One must be objective and decide at what point the benefits of such drugs “truly” outweigh the risks they present. Of course, some of the risks are minor and others, though serious, are tolerable in that they are reversible, short-term or non-life threatening. Many of the risks, however, are extremely serious and are difficult to balance against anything but the most severe symptoms. Clearly, for some people the risks may be acceptable, for others, not.
Drug companies have developed drugs aimed at the widest possible population. That is the most profitable strategy but one that ignores a basic fact in biology, people are different. Bringing a new drug product to market is an expensive business costing tens of millions of dollars. It takes place in a culture of maximum possible sales for maximum possible profit, although the fact is that most drugs don’t work for most people.

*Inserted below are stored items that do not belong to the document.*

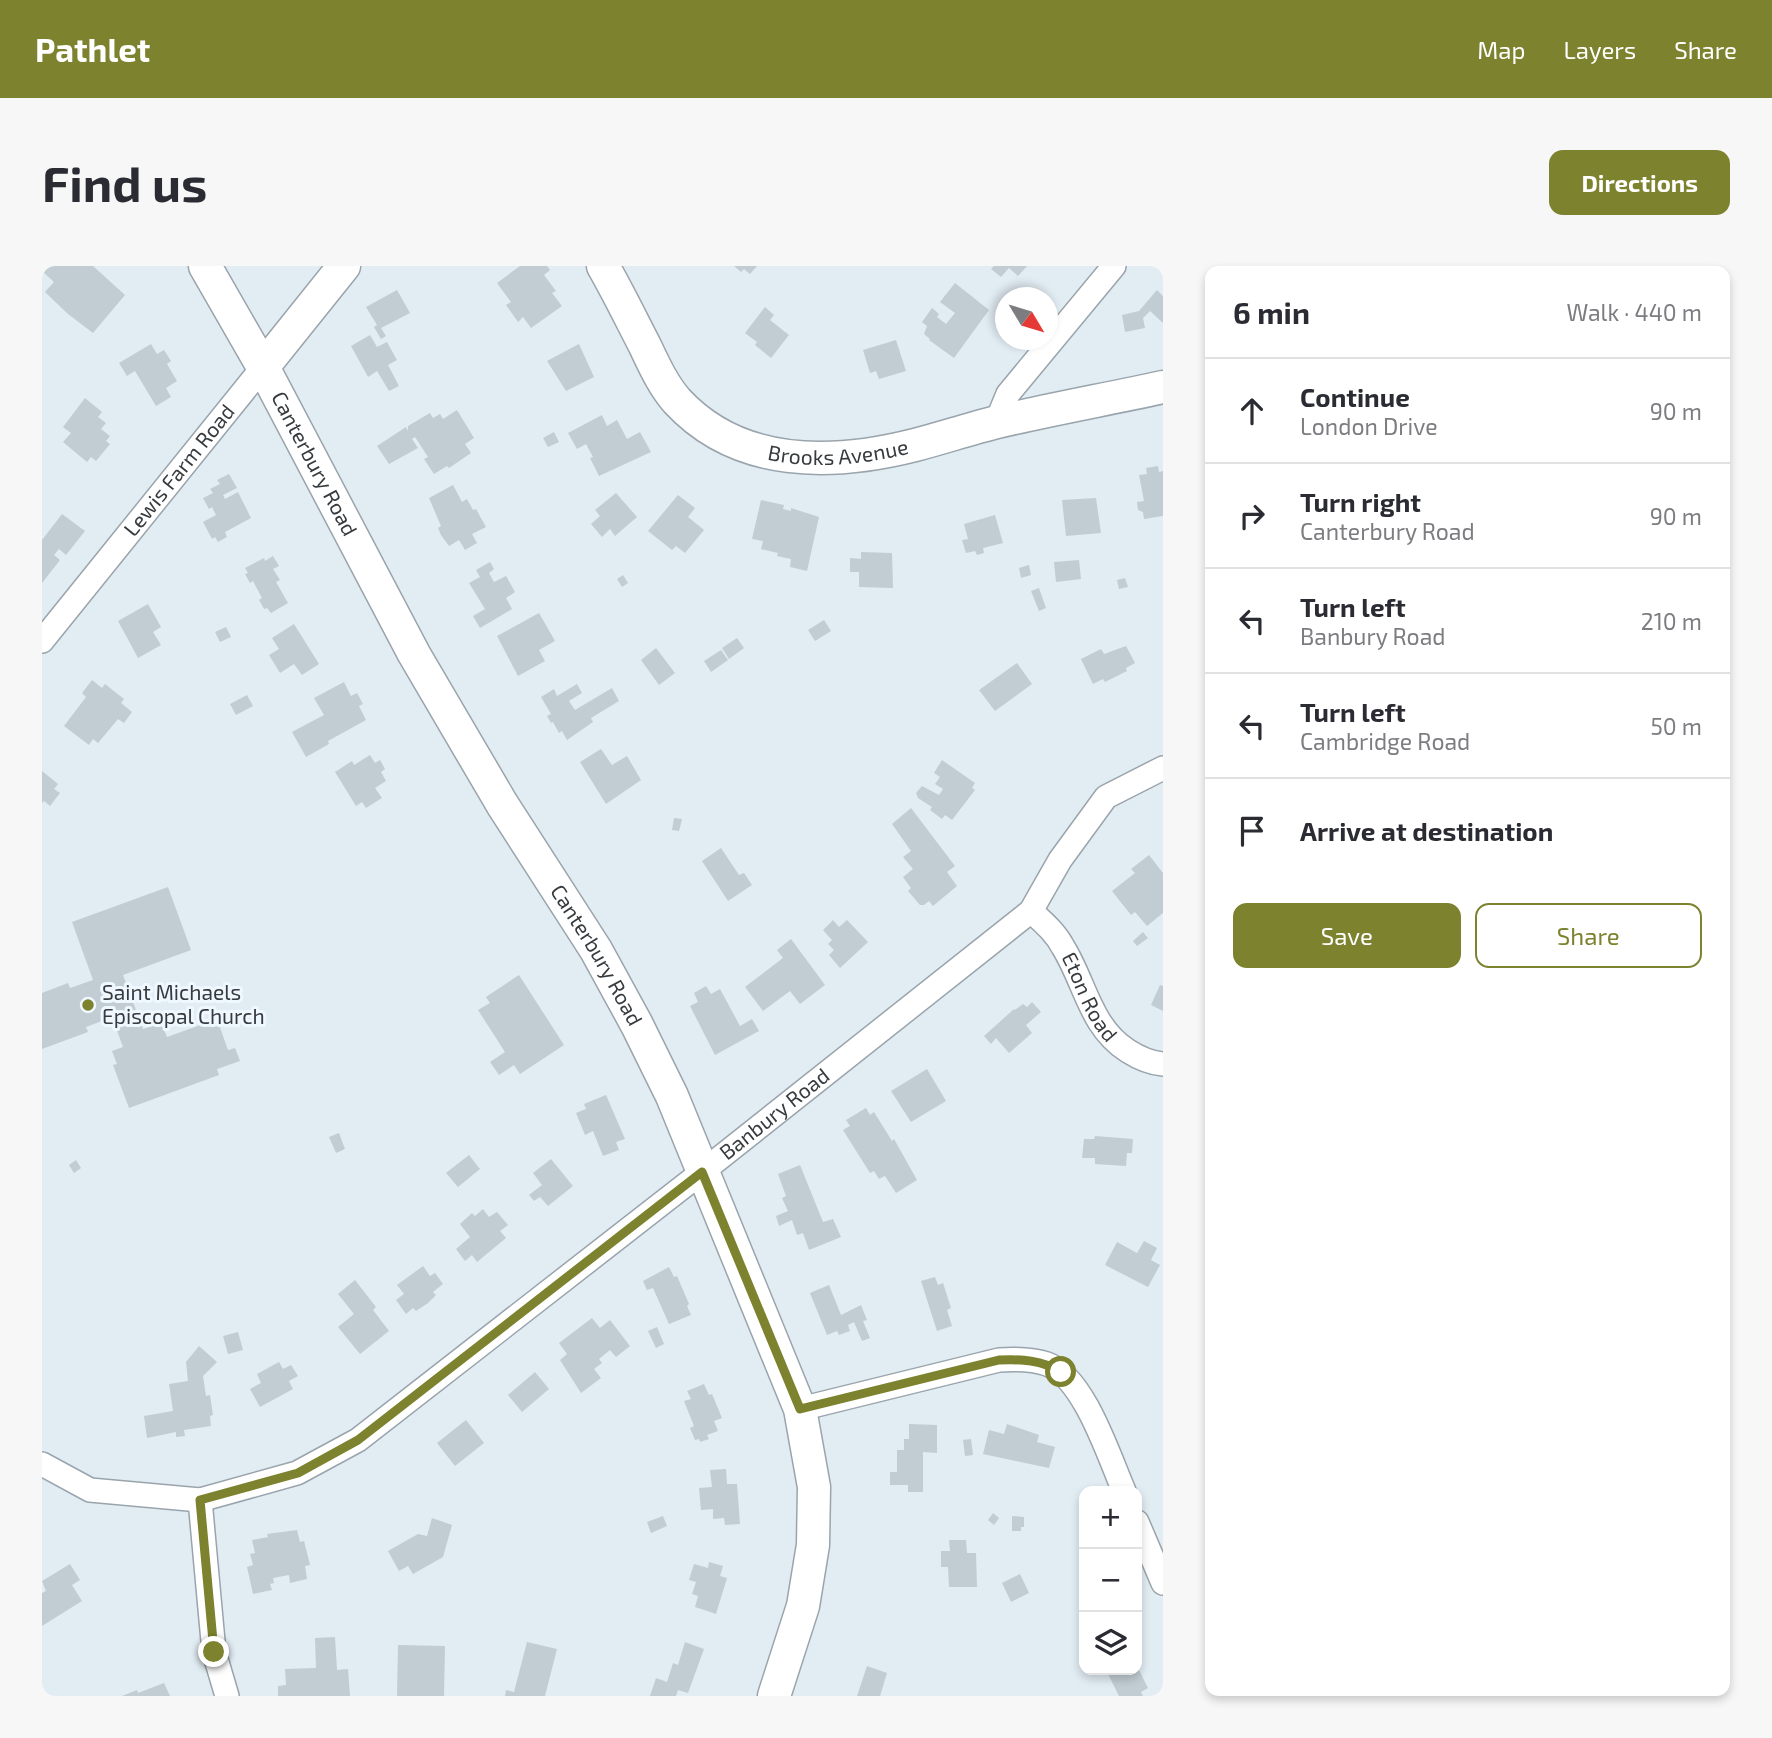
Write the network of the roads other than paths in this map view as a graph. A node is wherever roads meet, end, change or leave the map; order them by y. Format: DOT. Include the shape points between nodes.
graph roads {
  1 [pos="205,266"];
  2 [pos="344,266"];
  3 [pos="603,266"];
  4 [pos="1114,266"];
  5 [pos="263,367"];
  6 [pos="1163,387"];
  7 [pos="996,423"];
  8 [pos="42,641"];
  9 [pos="1163,768"];
  10 [pos="1031,911"];
  11 [pos="1163,1064"];
  12 [pos="702,1172"];
  13 [pos="800,1409"];
  14 [pos="42,1464"];
  15 [pos="1122,1486"];
  16 [pos="200,1500"];
  17 [pos="1142,1533"];
  18 [pos="1163,1583"];
  19 [pos="227,1696"];
  20 [pos="774,1696"];
  1 -- 5 [label="street, Canterbury Road"];
  2 -- 5 [label="street, Lewis Farm Road"];
  3 -- 7 [label="street, Brooks Avenue" via="675,399 706,427 738,445 783,456 841,457 913,446"];
  4 -- 7 [label="street" via="1008,394"];
  5 -- 8 [label="street, Lewis Farm Road"];
  5 -- 12 [label="street, Canterbury Road" via="414,654 637,1025"];
  6 -- 7 [label="street, Brooks Avenue"];
  9 -- 10 [label="street, Banbury Road" via="1106,797 1060,860"];
  10 -- 11 [label="street, Eton Road" via="1064,948 1109,1035 1140,1058"];
  10 -- 12 [label="street, Banbury Road"];
  12 -- 13 [label="street, Canterbury Road"];
  12 -- 16 [label="street, Banbury Road" via="358,1440 298,1473"];
  13 -- 15 [label="street" via="999,1360 1049,1365 1068,1379 1084,1400"];
  13 -- 20 [label="street, Canterbury Road" via="814,1487 813,1545 803,1606"];
  14 -- 16 [label="street, Banbury Road" via="90,1490"];
  16 -- 19 [label="street" via="214,1652"];
  17 -- 18 [label="street"];
}
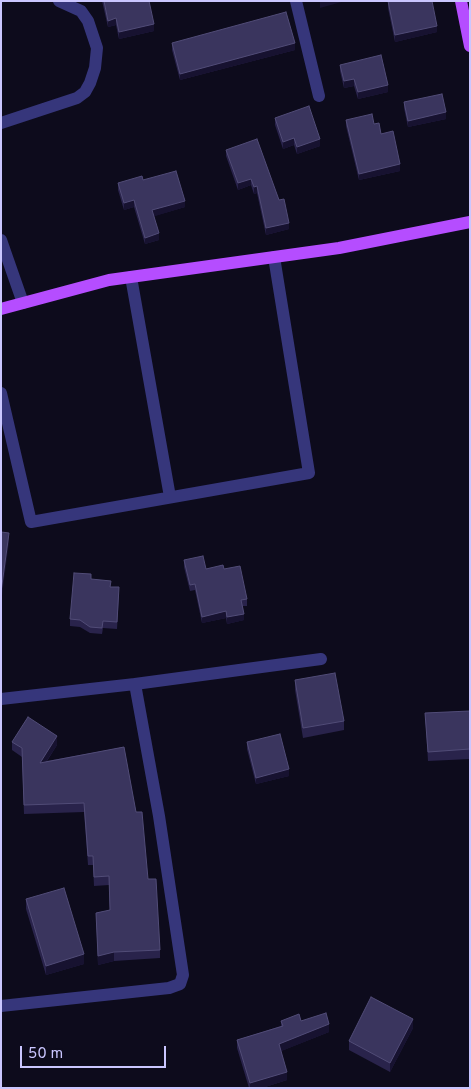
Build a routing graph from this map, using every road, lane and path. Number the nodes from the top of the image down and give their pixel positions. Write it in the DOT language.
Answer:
graph roads {
  1 [pos="60,1"];
  2 [pos="296,1"];
  3 [pos="461,1"];
  4 [pos="469,37"];
  5 [pos="319,96"];
  6 [pos="1,123"];
  7 [pos="470,222"];
  8 [pos="1,240"];
  9 [pos="274,257"];
  10 [pos="131,277"];
  11 [pos="23,303"];
  12 [pos="1,309"];
  13 [pos="1,393"];
  14 [pos="170,498"];
  15 [pos="321,659"];
  16 [pos="135,684"];
  17 [pos="1,699"];
  18 [pos="1,1006"];
  1 -- 6 [label="street"];
  2 -- 5 [label="street"];
  3 -- 4 [label="main road"];
  7 -- 9 [label="main road"];
  8 -- 11 [label="street"];
  9 -- 10 [label="main road"];
  9 -- 14 [label="street"];
  10 -- 11 [label="main road"];
  10 -- 14 [label="street"];
  11 -- 12 [label="main road"];
  13 -- 14 [label="street"];
  15 -- 16 [label="street"];
  16 -- 17 [label="street"];
  16 -- 18 [label="street"];
}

Even when a drug has been approved in terms of safety and efficacy, whether it does what the label says it should do, few people realize just how poorly they perform in real life.
Let’s not forget what usually happens when unfettered greed overcomes business fundamentals. Greed and certitude in the power of the dollar have once again clouded judgement.
Niko-
You completely misunderstand how the journal publication process works. The reason for the disparity found in the NEJM article is, for the most part, not bias on the part of the journals; it is bias on the part of investigators. Researchers are much more likely to submit a study to a journal if it is positive than if it is negative. This “publication bias” is a well-known phenomenon and is in no way limited to studies of pharmaceuticals. Drug companies are not the primary villains here although they will tend to facilitate the publication of a positive study and impede the publication of a negative one (they did so much more brazenly in the past but that’s a different scandal).
It is also misleading to compare the overall proportion of positive studies sent to the FDA to the overall proportion sent to journals. You need to stratify the analysis by indication. Many unpublished negative studies are for failed
indications for which no one is any longer interested in using the drugs. Obviously, negative studies are more likely to occur for failed indications than accepted ones.